Collection entries

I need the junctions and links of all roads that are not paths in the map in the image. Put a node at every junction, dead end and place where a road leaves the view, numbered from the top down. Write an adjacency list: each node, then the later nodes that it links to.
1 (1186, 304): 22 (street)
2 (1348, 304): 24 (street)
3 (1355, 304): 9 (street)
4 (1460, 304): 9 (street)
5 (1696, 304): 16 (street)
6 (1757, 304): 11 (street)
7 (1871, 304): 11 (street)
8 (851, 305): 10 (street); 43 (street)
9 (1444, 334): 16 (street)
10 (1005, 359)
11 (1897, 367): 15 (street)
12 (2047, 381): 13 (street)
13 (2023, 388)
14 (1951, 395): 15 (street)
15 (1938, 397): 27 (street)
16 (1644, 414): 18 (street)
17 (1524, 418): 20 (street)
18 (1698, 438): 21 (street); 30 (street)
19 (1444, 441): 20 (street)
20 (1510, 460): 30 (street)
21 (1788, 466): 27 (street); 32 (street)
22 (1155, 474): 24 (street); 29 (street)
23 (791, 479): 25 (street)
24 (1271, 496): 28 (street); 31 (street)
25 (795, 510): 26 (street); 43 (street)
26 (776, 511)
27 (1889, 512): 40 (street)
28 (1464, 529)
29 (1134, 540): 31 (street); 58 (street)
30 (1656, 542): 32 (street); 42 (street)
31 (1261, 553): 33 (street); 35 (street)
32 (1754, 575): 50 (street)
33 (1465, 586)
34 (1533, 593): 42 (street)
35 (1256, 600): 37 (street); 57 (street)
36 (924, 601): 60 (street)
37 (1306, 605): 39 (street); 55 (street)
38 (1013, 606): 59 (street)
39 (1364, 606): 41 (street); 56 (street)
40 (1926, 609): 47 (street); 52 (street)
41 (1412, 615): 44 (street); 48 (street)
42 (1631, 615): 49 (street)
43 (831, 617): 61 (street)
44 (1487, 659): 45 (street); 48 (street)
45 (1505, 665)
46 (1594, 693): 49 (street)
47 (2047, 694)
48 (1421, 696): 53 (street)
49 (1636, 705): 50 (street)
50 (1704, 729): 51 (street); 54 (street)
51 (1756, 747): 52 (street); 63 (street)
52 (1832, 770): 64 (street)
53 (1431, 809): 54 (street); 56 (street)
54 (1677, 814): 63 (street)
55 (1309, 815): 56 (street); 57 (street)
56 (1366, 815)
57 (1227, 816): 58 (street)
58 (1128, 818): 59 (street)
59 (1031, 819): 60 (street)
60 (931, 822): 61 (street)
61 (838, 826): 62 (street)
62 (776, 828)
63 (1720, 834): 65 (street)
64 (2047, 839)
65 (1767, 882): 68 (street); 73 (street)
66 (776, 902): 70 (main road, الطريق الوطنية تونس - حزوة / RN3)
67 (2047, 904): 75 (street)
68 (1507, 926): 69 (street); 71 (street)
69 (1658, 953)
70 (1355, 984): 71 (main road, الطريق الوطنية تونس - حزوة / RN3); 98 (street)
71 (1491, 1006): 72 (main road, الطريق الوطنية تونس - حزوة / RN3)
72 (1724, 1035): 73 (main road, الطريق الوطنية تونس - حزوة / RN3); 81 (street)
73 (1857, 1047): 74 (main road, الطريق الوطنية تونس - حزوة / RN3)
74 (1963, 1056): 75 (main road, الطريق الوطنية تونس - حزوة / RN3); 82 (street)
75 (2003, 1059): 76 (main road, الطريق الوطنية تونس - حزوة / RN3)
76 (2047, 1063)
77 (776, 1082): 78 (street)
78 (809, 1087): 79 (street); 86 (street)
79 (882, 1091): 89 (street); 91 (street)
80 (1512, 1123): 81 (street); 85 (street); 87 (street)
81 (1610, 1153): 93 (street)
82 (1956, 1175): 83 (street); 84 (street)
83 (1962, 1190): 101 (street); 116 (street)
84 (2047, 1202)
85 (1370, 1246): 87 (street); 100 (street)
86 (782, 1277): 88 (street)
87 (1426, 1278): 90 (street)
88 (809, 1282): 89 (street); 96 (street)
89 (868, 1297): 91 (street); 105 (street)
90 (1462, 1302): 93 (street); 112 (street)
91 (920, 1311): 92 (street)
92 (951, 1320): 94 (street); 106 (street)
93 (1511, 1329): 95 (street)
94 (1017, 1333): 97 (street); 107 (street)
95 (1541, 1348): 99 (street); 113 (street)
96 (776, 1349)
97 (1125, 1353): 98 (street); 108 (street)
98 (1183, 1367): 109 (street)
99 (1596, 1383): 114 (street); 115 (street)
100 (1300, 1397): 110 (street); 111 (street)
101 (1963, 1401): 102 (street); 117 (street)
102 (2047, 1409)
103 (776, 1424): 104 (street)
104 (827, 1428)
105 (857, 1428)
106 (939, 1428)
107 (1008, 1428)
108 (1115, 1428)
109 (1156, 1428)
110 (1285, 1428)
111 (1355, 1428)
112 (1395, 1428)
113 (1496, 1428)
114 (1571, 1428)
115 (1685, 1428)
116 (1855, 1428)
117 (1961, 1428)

THE PROBLEM
In the lines above, find the word "حزوة" and copy every line it occurs in.

EXERCISE RESULT
66 (776, 902): 70 (main road, الطريق الوطنية تونس - حزوة / RN3)
70 (1355, 984): 71 (main road, الطريق الوطنية تونس - حزوة / RN3); 98 (street)
71 (1491, 1006): 72 (main road, الطريق الوطنية تونس - حزوة / RN3)
72 (1724, 1035): 73 (main road, الطريق الوطنية تونس - حزوة / RN3); 81 (street)
73 (1857, 1047): 74 (main road, الطريق الوطنية تونس - حزوة / RN3)
74 (1963, 1056): 75 (main road, الطريق الوطنية تونس - حزوة / RN3); 82 (street)
75 (2003, 1059): 76 (main road, الطريق الوطنية تونس - حزوة / RN3)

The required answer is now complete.